2 Ağustos 2013 Cuma

Turandoht

Tu pure, o Principessa,
Nella tua fredda stanza,
Guardi le stelle
Che tremano d'amore e di speranza.
Ma il mio mistero e chiuso in me,
Il nome mio nessun sapra!
No, no, sulla tua bocca lo diro'
Quando la luce splendera'!
Ed il mio bacio scioglierà  il silenzio
Che ti fa mia!

Ver emri Turandoht yüzülsün derim
Görküne adaktır Tatar'ın canı
Aramızda duran yazgıysa, heyhat!
Helaldir, koy aksın putperest kanı
Karanlıkta el yordamı bir cihat:
Bir çift Ebu Leheb şimdi ellerim!

Turandoht, Turandoht, arardım seni
Akından akına yakın ve uzak
Şahidim yeşil Don ve mavi İtil
Boydan boya bütün bu deşt-i Kıpçak
Eriştim vaslına, elimde değil
Dönemem, ya öldür, ya güldür beni

Kaç aşık asıldı beliklerine
Gamzenle kaç gönle ateş düşürdün?
Hatırla, Turandoht, balalıkta sen
Kış çatar, gün batar, gece üşürdün
Titrerdim kaç fersah uzağında ben
Dokundukça gece iliklerine...

Şimdi sen Turandoht, gece mi oldun?
Işığın karanlık, soğuk, uğursuz
Ne oldu, meylini kötüye verdin?
Ne zamandır çaldı yüreğini buz?
Dün hür ve yabani, hoyrat gezerdin
Bozkırın kızıydın, ece mi oldun?

Turandoht, seninle aynı toprağın
Ve aynı göğün biz çocuklarıyız
Derinlerde bir yerlerde gözünde
Gülümsüyor aynı bala, aynı kız
Bu zalimlik yoktu senin özünde
Gülümse, Turandoht, çözülsün bağın

Kastetme canıma, gel canına kat
Atalar ve Mingitav hakkı için
Ah Marja! Umay ve Ayzıt aşkına
Bu kaskatı zırhı kuşandın, niçin?
Soyun gel, Turandoht, sokul yakına
Eve dön, Turandoht, elini uzat

Öp beni kırılsın bu kafir tılsım
Efsunun kafidir ey gökçek peri
Bağladın gönlümü zaten zülfüne
Ta ebede değin, ezelden beri
Göğe bak!
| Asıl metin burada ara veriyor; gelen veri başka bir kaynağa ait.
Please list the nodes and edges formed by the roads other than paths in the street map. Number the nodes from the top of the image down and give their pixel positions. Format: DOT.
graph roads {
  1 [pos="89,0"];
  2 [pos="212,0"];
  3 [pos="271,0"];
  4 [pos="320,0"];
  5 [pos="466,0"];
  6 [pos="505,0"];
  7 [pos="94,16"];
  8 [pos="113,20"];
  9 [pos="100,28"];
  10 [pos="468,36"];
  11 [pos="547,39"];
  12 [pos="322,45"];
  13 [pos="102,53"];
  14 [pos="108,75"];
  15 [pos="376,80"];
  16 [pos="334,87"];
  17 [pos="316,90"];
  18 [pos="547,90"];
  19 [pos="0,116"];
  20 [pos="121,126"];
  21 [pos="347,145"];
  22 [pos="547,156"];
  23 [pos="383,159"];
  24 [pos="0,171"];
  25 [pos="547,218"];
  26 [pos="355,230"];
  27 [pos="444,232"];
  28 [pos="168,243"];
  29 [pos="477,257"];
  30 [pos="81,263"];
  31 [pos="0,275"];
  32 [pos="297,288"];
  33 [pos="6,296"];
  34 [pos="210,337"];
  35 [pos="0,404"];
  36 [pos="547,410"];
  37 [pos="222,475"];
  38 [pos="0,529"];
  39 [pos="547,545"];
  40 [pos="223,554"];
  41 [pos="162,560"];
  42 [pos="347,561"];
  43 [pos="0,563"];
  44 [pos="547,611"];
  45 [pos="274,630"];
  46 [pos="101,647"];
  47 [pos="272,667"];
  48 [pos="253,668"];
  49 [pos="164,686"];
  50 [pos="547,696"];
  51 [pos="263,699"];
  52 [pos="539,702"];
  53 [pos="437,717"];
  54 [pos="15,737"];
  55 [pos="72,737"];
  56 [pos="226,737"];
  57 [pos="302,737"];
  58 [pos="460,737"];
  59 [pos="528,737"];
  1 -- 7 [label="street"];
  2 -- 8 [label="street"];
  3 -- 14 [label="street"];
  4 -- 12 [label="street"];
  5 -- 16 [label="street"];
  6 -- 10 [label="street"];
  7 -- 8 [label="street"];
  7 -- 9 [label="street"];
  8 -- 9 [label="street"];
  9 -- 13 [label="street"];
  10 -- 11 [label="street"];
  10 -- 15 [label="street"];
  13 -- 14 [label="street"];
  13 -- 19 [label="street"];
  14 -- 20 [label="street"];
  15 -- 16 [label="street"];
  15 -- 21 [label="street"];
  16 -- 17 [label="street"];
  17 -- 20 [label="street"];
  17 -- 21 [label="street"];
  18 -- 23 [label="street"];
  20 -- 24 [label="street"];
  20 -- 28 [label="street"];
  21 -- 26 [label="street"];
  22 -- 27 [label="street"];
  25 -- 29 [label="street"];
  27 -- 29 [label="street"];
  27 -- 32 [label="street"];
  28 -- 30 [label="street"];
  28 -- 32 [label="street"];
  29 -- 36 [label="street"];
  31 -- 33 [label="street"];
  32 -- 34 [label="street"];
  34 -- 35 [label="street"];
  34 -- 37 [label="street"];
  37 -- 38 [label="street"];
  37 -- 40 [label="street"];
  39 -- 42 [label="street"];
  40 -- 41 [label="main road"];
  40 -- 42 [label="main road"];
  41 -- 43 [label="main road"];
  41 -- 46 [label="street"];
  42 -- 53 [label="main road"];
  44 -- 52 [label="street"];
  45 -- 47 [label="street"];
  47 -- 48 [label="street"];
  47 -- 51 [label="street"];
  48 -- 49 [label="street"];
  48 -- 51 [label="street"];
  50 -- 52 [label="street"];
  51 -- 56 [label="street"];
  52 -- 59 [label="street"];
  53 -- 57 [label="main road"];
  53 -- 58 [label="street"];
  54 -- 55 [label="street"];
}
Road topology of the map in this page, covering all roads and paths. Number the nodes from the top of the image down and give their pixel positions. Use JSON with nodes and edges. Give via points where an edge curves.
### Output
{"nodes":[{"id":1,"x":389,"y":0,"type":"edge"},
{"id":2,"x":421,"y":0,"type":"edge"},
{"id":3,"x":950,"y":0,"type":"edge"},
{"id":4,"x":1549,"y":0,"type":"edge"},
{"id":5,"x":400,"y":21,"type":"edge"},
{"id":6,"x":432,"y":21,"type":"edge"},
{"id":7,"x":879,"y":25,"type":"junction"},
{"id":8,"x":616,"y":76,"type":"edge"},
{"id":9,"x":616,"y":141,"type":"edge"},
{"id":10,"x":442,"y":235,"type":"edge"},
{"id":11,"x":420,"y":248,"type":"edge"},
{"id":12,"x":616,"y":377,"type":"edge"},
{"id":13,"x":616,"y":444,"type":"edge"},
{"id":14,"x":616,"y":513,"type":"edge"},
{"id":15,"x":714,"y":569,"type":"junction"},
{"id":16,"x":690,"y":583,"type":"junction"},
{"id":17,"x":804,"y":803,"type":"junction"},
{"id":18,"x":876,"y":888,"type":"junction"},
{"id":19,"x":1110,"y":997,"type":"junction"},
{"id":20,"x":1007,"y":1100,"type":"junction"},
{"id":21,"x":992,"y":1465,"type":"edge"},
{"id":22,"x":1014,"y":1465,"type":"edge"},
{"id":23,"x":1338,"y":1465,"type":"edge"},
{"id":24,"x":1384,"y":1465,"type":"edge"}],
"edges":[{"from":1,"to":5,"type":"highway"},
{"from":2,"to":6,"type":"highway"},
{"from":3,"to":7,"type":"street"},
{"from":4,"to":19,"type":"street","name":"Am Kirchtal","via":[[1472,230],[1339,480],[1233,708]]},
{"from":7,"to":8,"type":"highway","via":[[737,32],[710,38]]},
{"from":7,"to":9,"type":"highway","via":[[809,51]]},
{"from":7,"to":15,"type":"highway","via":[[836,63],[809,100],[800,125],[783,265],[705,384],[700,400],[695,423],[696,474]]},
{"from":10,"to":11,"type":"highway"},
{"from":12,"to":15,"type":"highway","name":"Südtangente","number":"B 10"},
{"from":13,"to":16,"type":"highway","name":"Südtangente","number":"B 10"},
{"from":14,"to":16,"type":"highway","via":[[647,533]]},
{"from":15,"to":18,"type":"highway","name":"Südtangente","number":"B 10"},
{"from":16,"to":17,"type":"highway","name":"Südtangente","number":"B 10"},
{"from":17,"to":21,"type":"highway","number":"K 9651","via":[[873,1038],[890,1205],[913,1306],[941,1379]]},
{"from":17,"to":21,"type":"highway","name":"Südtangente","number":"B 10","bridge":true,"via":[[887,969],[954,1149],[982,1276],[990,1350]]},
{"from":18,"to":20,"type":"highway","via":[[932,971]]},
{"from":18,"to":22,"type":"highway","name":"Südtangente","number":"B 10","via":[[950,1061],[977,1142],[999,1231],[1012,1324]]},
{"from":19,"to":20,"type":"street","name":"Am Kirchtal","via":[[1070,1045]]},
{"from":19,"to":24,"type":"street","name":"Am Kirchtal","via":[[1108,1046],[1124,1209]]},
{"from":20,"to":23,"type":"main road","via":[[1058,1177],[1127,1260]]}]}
Selam ver yükselen güne
Turandoht! Konçuyum, hanımım, aşkım!

M. Bahadırhan Dinçaslan

Not: Turandoht operası malumdur, Giacomo Puccini'nin eseri. Operada, Timur'un oğlu "Tatar Prensi", yanlış hatırlamıyorsam, soğukluğu ve taliplerini öldürmesiyle meşhur prenses Turandoht'a aşık olur. [Turandoht, farsça "Turan'ın kızı" demek.] Operanın sonunda, girişte alıntıladığım sözlerden sonra, Turandoht'un kalbini yumuşatır ve sevgisini kazanır. Bu hikayeden ilhamla, kendi hikayemi kurgulamak istedim: Bozkırlı, yanık bir delikanlı ve içinde saf, samimi bir öz taşıyan, ama dışarıdan buz gibi bir asalet taşıdığı  için "yaklaşılmaz" görünen bir kızın hikayesi...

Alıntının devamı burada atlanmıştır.